Yet, the financing of an M&A remains difficult. This is one of the main reasons why the total amount of M&A has experienced a major decrease in 2008: Globally, the total value of USD 2.5 trillion represented a drop of 31%, while volumes were down 20% on just over 12,000 deals (MergerMarket, 2009a:2). This has affected all sectors, especially in the last quarter 2008.
In light of the above, all the more important is it that M&A are successful - and a 9% success rate compared to the original objectives of the deal is by far not enough. This is unaffordable, especially in today’s economic situation.
Therefore, this paper outlines how the number of successful M&A can be increased, focusing on changes in European Corporate Law and thus resulting opportunities offered for successful post merger integration. In doing so, this report aims at analysing the implications of these changes on merger integration, with particular focus on strategic management’s decision on intangible assets of the integration stage. This is imperative, as most managers only focus on tangibles of the deal, while recent surveys have proven that intangibles are equally important for deal success.

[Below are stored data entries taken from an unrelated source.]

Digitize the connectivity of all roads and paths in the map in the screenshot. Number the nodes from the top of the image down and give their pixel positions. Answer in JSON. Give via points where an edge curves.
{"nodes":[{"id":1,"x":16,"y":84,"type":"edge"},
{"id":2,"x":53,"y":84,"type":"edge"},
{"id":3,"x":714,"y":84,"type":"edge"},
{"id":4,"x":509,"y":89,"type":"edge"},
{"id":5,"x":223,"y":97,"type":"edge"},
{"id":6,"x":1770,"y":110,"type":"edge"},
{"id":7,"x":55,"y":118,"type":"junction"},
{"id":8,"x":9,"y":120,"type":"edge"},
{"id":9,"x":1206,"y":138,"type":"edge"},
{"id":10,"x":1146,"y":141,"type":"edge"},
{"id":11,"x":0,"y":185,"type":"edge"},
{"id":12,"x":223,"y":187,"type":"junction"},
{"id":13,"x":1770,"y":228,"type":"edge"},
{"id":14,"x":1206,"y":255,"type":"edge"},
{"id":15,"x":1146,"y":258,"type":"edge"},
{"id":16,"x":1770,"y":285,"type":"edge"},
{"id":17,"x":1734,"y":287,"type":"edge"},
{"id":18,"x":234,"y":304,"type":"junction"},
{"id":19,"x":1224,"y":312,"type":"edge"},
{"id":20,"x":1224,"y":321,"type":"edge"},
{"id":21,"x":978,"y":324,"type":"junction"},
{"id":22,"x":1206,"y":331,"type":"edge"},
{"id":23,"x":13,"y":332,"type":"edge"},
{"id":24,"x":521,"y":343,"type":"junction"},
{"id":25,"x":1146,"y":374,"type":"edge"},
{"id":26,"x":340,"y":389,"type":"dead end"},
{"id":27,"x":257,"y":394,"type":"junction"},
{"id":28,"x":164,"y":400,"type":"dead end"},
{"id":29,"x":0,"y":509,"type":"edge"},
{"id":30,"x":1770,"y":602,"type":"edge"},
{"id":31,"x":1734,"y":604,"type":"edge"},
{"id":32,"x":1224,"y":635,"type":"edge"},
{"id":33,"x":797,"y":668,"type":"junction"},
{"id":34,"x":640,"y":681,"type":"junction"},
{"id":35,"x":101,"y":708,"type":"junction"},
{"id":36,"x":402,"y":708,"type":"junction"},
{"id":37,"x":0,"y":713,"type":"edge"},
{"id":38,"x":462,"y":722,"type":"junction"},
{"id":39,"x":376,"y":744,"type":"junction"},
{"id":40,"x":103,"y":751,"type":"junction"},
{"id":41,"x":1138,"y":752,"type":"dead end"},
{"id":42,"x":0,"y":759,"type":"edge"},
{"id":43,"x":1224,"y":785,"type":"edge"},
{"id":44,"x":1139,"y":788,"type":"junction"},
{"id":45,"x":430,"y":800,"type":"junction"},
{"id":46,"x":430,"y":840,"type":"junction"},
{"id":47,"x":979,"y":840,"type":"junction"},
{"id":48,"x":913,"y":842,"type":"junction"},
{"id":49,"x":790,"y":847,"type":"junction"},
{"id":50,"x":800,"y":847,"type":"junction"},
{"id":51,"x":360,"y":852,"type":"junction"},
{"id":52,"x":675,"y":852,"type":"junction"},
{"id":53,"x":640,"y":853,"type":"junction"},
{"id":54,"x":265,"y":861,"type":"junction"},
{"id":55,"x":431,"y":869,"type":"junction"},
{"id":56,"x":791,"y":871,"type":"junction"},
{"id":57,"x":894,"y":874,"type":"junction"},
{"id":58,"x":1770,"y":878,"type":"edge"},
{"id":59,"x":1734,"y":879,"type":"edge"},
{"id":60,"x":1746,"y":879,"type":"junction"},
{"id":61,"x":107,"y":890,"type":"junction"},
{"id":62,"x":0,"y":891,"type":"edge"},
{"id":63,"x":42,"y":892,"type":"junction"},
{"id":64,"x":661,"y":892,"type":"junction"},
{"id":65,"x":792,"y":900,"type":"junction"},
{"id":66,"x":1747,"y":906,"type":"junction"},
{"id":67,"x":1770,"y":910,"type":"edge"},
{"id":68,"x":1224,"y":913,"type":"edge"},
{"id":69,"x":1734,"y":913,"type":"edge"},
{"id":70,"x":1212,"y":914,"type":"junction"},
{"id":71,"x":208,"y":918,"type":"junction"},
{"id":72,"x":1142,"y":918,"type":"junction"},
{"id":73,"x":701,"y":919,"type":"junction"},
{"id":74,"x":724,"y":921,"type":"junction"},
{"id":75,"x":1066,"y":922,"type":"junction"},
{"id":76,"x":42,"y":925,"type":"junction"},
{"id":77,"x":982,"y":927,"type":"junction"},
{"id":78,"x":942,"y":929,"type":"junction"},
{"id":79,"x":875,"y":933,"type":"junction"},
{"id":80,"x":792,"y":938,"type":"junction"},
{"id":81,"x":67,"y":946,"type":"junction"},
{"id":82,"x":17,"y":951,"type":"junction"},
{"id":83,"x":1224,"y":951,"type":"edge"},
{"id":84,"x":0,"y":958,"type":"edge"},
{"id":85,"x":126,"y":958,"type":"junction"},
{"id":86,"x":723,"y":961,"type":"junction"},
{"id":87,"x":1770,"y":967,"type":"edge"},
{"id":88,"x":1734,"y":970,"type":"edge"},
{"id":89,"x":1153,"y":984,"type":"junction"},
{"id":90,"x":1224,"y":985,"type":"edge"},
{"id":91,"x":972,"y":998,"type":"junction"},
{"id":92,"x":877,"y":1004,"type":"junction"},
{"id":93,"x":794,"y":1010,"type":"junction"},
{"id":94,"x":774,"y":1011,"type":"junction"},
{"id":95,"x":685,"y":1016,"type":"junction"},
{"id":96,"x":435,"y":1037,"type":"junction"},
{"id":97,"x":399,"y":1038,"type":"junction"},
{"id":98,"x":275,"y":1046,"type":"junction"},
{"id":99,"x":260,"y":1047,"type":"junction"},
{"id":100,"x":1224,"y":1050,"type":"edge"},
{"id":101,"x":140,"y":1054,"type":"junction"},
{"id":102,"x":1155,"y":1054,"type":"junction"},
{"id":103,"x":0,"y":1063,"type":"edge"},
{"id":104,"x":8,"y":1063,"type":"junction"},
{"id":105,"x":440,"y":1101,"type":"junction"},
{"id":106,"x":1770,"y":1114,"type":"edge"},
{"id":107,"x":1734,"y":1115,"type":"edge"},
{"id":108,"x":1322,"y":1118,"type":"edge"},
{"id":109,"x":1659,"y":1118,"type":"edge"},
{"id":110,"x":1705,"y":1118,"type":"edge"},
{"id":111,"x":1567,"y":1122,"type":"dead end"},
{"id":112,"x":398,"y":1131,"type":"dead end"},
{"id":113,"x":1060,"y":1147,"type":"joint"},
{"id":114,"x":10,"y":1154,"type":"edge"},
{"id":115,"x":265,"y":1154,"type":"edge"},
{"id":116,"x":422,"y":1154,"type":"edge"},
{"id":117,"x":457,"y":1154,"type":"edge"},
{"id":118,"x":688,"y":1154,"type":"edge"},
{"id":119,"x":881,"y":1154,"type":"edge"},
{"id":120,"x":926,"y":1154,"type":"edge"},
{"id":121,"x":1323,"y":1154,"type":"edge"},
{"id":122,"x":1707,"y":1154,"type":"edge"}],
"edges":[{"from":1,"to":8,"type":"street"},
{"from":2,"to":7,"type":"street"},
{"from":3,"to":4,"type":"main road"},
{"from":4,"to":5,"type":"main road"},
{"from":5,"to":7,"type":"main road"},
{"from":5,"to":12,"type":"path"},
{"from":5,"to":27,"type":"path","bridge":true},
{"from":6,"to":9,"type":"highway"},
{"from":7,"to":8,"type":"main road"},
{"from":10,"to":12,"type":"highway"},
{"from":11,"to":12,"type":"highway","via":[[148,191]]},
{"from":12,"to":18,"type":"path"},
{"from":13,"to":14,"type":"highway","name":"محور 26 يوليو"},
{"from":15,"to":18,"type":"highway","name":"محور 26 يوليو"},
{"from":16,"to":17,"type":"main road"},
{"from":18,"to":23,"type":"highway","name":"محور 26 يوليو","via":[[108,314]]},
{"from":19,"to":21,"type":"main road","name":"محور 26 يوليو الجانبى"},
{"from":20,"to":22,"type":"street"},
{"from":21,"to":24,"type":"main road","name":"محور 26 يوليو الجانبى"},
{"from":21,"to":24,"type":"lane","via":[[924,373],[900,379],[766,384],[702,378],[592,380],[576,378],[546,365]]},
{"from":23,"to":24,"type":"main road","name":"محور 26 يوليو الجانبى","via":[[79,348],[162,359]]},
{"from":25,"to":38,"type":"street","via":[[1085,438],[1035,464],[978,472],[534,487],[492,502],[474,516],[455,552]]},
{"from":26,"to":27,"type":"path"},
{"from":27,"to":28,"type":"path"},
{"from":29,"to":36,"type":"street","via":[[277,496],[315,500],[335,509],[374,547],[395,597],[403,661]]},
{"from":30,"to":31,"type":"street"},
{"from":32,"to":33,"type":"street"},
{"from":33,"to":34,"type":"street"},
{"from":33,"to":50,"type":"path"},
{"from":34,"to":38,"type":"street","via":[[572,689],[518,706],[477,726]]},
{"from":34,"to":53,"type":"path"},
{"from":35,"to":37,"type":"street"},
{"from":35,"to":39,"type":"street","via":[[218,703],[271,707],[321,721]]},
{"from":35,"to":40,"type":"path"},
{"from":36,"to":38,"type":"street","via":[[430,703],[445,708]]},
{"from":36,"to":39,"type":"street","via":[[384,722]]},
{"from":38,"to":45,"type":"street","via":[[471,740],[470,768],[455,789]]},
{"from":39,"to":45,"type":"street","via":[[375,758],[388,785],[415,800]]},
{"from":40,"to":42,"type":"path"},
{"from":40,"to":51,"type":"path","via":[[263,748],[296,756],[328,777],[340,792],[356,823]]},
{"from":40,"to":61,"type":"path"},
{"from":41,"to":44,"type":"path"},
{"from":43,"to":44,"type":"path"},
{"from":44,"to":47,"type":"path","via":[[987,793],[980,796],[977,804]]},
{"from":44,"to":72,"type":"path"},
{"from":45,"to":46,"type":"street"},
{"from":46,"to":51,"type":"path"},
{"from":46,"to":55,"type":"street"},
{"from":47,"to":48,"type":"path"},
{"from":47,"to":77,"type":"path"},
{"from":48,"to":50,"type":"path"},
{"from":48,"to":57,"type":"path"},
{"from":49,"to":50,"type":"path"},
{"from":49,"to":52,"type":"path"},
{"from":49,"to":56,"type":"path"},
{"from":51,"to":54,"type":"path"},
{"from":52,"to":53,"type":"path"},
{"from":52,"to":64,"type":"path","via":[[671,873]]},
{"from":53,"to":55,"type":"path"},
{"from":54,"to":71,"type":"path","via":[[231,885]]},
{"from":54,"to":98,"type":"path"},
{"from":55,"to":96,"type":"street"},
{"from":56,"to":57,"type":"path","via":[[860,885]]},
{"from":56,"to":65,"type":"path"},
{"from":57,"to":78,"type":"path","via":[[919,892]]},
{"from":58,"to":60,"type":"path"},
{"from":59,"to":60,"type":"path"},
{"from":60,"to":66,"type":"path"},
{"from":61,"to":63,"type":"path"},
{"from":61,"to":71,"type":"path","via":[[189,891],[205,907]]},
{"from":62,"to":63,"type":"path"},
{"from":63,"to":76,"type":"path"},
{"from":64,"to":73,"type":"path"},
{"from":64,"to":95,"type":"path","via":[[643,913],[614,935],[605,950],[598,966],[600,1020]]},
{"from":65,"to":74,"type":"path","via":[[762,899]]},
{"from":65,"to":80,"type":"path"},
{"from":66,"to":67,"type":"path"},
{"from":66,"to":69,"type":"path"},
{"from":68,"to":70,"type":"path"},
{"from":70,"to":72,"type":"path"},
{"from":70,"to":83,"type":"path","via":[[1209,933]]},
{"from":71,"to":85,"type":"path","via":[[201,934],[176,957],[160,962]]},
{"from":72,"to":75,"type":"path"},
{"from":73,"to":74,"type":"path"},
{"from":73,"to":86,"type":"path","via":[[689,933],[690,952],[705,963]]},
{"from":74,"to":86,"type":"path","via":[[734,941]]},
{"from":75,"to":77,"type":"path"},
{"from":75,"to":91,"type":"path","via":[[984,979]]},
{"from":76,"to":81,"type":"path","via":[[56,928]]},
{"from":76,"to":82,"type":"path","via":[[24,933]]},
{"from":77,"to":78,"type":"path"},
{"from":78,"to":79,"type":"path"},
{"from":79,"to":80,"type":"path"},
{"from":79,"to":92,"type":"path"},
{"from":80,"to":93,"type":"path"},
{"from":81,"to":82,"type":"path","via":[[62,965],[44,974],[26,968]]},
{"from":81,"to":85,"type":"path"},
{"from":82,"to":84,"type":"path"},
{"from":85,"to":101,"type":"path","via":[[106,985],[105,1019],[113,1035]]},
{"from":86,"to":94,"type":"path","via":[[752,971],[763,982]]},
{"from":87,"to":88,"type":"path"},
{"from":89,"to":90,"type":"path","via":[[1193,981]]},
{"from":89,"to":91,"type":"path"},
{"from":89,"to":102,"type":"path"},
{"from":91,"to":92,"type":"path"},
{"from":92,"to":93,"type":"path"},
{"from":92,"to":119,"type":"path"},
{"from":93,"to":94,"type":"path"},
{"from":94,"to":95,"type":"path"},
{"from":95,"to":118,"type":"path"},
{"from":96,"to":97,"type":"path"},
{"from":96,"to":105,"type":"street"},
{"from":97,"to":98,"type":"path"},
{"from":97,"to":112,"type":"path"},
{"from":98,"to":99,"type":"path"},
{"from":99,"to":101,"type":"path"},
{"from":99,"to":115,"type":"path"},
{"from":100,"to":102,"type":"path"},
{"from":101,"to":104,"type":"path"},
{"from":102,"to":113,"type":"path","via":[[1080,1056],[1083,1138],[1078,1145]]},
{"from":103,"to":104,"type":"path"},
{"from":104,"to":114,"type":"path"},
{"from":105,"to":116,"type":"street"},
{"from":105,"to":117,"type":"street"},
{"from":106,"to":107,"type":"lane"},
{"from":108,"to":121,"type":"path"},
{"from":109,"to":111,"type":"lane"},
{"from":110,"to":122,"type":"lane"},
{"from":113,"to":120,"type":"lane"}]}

Its focus is the German automotive industry and cross-border activities within Europe.
Given the scope of this paper, 3 rd country M&A, tax issues, tangible assets, pre merger and transaction stage are not part of this analysis, and are only mentioned marginally.
This paper enables automotive companies to better prepare for possible upcoming transformations within this sector, by providing an outline of the existing opportunities for successful PMI, and highlighting the issues that have to be considered.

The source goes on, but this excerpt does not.